Wikipedia crawler example using Serverless
To run this repo you'll need:
- Install Node.js https://nodejs.org/
- Install Serverless https://serverless.com/framework/docs/getting-started/
- Install Python distribution, e.g. Anaconda https://www.anaconda.com/download/
- Install your favorite Python ID, e.g. VSCode https://code.visualstudio.com/; support for JavaScript, NodeJS, YAML etc. is a plus.
- Install Git https://git-scm.com/
- Register on AWS https://aws.amazon.com/ and install AWS CLI; you should not surpass the free tier.
- For Windows 10 users it is useful to have Ubuntu for Windows https://tutorials.ubuntu.com/tutorial/tutorial-ubuntu-on-windows#0
- For deployment package builder it is good to have Docker installed (https://www.docker.com/get-started) along with Serverless Python Requirements Plugin (https://www.npmjs.com/package/serverless-python-requirements)

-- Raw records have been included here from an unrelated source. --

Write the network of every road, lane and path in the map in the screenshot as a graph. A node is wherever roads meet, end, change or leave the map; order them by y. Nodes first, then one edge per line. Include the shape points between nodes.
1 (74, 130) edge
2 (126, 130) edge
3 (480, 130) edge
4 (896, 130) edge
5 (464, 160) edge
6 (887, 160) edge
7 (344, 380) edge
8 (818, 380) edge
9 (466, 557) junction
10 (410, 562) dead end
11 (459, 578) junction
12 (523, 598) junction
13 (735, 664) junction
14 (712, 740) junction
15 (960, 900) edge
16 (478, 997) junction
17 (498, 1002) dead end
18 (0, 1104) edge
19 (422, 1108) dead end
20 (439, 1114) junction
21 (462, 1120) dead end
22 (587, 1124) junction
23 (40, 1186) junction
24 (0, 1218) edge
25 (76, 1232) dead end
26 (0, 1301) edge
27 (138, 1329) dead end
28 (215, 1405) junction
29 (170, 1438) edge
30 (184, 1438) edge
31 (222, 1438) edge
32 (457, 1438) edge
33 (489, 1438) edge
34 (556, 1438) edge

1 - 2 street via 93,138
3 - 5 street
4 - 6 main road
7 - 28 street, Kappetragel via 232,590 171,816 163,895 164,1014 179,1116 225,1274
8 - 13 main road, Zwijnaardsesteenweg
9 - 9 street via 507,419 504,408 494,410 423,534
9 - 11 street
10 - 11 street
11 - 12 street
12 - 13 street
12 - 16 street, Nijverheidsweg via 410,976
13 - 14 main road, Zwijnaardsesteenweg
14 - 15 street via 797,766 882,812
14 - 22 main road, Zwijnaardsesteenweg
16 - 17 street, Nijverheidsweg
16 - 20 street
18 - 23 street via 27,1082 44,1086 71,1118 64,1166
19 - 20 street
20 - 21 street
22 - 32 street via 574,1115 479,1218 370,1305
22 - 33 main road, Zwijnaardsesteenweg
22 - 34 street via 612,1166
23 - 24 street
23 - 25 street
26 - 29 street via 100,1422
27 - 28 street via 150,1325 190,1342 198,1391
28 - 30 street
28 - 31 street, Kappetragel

To install required plugins type:
npm install
The way to fix Docker Toolbox daemon error is to set a number of environment variables, as follows:
SET DOCKER_TLS_VERIFY=1
SET DOCKER_HOST=tcp://192.168.99.100:2376
SET DOCKER_CERT_PATH=%USERPROFILE%\.docker\machine\machines\default
SET DOCKER_MACHINE_NAME=default
SET COMPOSE_CONVERT_WINDOWS_PATHS=true
%USERPROFILE%
should point to your home directory (you can check it using echo %USERPROFILE%
); if it is not set correctly, change manually to your home in DOCKER_CERT_PATH
given above.
The description is taken from https://www.mydatahack.com/resolving-docker-deamon-is-not-running-error-from-command-prompt/
To check the package content use:
sls info
To deploy the functions to AWS Lambda use the following command:
sls deploy -v
To test the function wiki
you can do it in local mode:
sls invoke local -f wiki -d "{\"lang\": \"pl\"}"
of with the test file
sls invoke local -f wiki -p tests/wiki_test.json
Similarly, you can invoke deployed function on AWS Lambda:
sls invoke -f wiki -p tests/wiki_test.json -l
Note that without -l
the logging will not be shown.
To see the logs from the deployed function wiki
use the following command:
sls logs -f wiki
There are occasionally some issues with using serverless-python-requirements
plugin using Docker, especially on Windows. You can use the plugin with option dockerizePip: false
and use local Python (in this case executable python3.7
) for zip creation; on Windows it is best to use Ubuntu for Windows, as the target image on AWS is Linux.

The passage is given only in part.